“The stories we tell ourselves shape our lives. They shape who we are, and this belief translates into who we become.” ― John Assaraf

 

What childhood story do you remember most, the one you asked your parent to read to you at bedtime? Each of us, at least, remembers one childhood story by heart. I remember giving some books to a young couple with two young children. The oldest was not in school then, and did not read yet. I sat with her and read one of the books I gave her for Christmas, whose story I tweaked a little. “Noooo,” she said looking at me, giggling. “Tell me the real story,” she added. “This is the real story,” I responded. “Nooooo …” she said. I later found out they had checked out the same book from the library. Her dad had read her that book almost every night months prior. She still remembered it clearly just by looking at the pictures. She knew it by heart. When I asked her to tell me the story, she could recite the whole book almost verbatim.

This morning, a dear friend of mine shared a story that her husband has had a stomach ulcer for the last six months, with no sign of getting better. I blurted out a short statement, “It may be stress.” A short discussion later I learned one thing that caught my attention. When her husband was young, he witnessed his mother often argue and threaten his father with divorce when he could not bring home enough money for the family. He must have witnessed it quite frequently that it made a mark in his being. He remembers the story well as a young person that it now plays on a loop in his mind when triggered.

He was a successful writer (he still is), worked for a prominent news magazine for years. But for a few years after he retired, he was not able to find work. He has some writing projects now, plus ghost-writing a book, but these are projects, not a full-time gig and may not bring home consistent income. Enough to trigger his old story to return and haunt him. He is not his dad, his wife is not his mother, yet the scenario seems familiar. Two different couples, two different times, two different life stories. What is the same? The story you hear or tell yourself regularly is what you remember by heart. The effect can be detrimental.

I have experienced an unfavorable incident in the past that haunts me and stops me from moving forward. As a little girl, I inhaled water when I was learning to swim. It was an awful experience that kept me away from water for years. I did not start swimming again until I was in high school. Painful experiences are not easy to forget, they seem to be recorded in every cell of our being. It does not help when we keep replaying it in our mind like a broken record. How do we shake it off?

We must rewrite the story. We have the pen in our hand, or the laptop in front of us, start typing away a new story. I love watching movies. I remember years ago when I was in college, I went to see a movie called the Poltergeist with some friends. For days afterward I begged my brother to allow me to sleep in the same room he did. To push that experience out of my system, I had to watch many other movies; love story, episodes of Little House on the Prairie, comedy that got me to laugh until my stomach hurt, daily.

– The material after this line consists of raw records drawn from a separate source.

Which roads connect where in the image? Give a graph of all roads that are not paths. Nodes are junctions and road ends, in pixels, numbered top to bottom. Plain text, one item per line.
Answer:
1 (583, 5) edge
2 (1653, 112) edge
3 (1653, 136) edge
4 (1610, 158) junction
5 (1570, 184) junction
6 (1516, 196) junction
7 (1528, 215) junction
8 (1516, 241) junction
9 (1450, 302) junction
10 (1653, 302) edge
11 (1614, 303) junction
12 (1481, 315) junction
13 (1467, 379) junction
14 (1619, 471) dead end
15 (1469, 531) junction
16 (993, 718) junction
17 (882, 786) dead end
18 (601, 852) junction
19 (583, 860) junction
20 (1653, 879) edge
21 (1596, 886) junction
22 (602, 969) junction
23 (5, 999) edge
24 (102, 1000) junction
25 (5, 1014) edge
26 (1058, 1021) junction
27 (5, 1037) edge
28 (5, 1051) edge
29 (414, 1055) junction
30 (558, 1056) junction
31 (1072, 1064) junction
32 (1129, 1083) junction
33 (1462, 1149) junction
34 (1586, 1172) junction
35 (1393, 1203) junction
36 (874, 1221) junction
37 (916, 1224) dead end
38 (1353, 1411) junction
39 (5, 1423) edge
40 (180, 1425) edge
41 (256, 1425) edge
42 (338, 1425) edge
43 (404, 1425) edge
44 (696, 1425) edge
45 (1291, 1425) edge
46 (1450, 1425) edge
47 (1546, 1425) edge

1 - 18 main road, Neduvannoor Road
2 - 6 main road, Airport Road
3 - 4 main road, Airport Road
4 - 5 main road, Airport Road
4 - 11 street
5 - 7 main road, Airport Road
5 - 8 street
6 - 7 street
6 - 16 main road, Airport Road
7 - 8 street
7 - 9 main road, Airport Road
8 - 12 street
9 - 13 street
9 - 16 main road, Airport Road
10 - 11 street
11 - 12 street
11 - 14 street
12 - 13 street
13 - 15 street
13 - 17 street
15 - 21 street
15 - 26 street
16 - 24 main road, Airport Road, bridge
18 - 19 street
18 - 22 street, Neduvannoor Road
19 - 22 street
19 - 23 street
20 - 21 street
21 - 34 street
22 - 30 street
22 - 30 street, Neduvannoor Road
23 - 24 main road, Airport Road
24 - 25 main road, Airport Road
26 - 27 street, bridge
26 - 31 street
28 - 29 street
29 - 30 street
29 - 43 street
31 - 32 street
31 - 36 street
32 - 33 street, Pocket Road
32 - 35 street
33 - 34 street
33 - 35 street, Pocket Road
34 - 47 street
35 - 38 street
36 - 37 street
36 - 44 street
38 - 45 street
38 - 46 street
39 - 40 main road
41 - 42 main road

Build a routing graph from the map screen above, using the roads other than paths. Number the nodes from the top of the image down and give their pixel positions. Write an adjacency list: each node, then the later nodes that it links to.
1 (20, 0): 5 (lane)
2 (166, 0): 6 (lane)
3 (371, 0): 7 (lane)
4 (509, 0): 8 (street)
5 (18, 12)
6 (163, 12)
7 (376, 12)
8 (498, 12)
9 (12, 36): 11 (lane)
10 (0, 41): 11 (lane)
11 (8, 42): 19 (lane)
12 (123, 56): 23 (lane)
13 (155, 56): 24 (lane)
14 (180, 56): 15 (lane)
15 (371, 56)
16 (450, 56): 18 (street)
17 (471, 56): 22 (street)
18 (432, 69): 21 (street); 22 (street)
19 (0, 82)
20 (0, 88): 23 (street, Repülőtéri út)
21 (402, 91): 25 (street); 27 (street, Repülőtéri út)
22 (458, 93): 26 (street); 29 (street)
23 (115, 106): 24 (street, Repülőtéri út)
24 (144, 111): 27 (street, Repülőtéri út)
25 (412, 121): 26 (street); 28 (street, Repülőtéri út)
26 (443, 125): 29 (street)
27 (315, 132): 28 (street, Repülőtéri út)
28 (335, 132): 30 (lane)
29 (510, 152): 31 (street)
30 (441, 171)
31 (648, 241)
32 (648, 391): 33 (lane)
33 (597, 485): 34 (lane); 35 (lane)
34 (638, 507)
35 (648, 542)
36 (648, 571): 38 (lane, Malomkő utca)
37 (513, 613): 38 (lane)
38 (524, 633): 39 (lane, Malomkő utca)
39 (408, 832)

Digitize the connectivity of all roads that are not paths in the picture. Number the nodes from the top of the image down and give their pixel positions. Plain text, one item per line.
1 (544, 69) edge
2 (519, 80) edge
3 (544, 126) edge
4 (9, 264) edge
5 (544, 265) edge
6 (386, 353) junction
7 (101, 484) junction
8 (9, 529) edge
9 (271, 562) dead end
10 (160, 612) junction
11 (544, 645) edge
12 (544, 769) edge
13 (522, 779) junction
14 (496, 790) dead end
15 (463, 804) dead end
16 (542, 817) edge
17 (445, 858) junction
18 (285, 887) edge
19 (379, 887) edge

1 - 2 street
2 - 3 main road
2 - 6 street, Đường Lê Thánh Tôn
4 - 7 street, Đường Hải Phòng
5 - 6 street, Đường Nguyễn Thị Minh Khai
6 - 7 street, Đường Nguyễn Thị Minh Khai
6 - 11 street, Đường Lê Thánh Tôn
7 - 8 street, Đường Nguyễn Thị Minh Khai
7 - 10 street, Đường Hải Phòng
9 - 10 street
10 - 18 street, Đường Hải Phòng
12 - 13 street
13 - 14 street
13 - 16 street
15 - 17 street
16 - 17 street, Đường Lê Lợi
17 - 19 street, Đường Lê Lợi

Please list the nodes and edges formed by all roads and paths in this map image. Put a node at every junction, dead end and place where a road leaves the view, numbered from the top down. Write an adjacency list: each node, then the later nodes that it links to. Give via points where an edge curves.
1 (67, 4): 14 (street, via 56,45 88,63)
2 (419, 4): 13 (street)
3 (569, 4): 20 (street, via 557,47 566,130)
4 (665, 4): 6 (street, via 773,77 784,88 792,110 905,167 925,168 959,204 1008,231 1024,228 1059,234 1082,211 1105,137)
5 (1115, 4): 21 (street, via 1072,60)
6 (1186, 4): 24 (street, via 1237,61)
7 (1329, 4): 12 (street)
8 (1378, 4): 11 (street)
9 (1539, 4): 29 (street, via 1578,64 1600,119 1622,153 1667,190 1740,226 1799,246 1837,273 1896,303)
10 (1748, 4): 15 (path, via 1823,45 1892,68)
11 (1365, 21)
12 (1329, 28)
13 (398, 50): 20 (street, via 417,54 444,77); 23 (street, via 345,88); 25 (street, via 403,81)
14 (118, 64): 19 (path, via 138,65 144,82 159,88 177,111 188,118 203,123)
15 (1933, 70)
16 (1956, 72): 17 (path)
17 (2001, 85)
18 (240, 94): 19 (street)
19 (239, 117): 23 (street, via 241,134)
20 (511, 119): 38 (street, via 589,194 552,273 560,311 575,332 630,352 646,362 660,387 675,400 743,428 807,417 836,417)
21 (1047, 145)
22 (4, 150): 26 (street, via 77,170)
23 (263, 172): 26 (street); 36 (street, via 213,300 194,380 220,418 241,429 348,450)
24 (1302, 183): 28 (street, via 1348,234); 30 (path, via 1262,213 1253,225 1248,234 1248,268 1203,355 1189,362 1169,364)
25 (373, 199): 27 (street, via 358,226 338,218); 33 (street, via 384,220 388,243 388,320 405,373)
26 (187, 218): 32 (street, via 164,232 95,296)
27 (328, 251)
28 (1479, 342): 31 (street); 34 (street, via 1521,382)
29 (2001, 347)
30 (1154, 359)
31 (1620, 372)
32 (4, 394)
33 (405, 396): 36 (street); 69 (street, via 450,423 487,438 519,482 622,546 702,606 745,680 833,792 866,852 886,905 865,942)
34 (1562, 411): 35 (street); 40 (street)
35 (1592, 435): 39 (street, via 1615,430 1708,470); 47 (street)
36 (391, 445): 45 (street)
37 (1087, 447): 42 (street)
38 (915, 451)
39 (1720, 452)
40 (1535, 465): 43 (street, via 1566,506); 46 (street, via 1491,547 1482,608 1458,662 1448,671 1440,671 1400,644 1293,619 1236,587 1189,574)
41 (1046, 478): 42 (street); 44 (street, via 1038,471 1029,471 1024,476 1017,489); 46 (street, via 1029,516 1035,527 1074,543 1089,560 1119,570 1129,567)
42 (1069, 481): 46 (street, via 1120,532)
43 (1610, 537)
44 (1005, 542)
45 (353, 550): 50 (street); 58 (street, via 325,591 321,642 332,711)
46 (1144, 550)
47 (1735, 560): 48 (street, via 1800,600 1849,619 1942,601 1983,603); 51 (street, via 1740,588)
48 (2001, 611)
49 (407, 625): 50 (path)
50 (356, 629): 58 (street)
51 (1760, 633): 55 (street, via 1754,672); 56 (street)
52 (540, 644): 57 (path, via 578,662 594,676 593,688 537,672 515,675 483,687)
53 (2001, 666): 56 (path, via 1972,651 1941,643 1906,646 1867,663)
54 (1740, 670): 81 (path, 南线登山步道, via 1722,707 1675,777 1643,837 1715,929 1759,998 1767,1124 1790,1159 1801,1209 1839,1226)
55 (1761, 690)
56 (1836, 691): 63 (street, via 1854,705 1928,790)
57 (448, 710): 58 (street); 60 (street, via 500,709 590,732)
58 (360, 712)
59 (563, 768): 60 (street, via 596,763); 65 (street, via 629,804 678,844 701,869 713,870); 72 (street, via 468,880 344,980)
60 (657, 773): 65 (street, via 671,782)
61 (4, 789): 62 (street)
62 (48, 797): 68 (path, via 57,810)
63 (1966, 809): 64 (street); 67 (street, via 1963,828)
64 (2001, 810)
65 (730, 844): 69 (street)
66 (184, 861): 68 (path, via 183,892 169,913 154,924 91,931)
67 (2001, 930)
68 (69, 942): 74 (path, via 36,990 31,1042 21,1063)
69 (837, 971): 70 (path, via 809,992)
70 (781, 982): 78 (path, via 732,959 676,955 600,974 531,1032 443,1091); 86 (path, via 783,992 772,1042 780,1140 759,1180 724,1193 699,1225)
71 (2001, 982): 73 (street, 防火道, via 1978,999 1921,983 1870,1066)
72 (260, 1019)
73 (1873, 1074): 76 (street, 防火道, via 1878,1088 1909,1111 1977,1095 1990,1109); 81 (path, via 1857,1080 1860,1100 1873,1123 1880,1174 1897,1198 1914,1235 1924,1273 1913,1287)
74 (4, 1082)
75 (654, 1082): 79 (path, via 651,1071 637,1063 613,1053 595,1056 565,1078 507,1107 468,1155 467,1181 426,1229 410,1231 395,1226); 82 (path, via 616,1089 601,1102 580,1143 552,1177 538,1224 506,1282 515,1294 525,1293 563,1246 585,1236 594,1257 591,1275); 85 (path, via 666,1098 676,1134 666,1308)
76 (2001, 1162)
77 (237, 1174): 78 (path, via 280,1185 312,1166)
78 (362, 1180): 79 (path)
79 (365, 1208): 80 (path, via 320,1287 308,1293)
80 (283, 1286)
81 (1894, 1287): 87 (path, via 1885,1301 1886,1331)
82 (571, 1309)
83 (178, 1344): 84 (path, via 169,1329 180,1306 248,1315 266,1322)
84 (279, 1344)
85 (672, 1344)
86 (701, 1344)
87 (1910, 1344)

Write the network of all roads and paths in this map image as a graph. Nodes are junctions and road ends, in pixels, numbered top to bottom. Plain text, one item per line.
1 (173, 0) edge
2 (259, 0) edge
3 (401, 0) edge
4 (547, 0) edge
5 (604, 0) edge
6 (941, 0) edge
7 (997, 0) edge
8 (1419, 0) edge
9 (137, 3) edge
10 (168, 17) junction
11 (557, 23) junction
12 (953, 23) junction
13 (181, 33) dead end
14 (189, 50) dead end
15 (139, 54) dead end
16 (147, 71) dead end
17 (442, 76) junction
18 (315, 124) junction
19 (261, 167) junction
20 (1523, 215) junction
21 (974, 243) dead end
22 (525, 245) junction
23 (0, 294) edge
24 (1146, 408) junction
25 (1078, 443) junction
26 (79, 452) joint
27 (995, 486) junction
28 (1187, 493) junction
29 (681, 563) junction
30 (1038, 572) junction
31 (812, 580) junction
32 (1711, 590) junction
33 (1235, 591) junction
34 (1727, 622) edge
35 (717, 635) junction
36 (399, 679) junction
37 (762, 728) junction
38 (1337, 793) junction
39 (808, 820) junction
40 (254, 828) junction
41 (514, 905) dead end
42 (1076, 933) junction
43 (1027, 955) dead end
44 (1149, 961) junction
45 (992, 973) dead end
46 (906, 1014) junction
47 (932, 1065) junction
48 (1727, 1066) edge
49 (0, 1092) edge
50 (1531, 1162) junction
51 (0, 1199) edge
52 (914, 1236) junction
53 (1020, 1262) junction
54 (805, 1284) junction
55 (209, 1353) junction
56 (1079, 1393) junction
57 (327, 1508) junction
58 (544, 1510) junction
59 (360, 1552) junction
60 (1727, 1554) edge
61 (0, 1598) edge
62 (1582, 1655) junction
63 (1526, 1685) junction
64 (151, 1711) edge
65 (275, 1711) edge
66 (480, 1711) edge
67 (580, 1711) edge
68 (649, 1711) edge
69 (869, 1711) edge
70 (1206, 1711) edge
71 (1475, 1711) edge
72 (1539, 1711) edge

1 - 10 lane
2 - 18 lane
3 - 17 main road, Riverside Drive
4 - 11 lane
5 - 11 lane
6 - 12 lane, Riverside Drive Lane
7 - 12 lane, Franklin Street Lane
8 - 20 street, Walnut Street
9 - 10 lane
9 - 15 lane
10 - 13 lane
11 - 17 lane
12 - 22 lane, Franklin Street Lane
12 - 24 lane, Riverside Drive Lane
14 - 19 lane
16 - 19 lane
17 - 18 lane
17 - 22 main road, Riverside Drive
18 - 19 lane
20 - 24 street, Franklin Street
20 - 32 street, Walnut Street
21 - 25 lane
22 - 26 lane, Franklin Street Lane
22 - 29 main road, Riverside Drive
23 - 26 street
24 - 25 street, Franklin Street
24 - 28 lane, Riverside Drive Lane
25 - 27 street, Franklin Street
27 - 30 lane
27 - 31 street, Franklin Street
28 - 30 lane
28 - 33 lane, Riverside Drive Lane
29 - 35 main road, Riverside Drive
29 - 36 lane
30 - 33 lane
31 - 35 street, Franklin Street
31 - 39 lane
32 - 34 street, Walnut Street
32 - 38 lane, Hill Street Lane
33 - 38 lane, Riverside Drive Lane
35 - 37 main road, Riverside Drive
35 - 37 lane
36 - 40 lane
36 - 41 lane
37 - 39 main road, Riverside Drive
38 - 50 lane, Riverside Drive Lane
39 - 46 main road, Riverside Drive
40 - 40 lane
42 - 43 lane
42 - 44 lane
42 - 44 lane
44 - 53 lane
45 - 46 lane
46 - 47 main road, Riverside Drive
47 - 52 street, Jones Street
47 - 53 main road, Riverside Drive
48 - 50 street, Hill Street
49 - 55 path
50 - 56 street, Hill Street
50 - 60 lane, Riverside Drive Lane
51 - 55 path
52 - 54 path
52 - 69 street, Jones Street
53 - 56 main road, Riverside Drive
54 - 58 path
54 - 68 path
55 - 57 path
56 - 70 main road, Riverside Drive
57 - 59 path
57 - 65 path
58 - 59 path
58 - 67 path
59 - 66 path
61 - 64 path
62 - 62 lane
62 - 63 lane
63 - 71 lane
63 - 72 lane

We are the screenwriter, the producer, the director, and the leading actor of our own life. Let’s write stories and make movies that inspire and transform us into a better version of ourselves. When life throws us a bad story, do not accept it. My mentor and teacher, Mary Morrissey, often reminds me, “Horror channel presents horror movies.” We have the remote control in our hand, change the channel. We have a pen in our hand, or a laptop in front of us, create stories that bring us joy.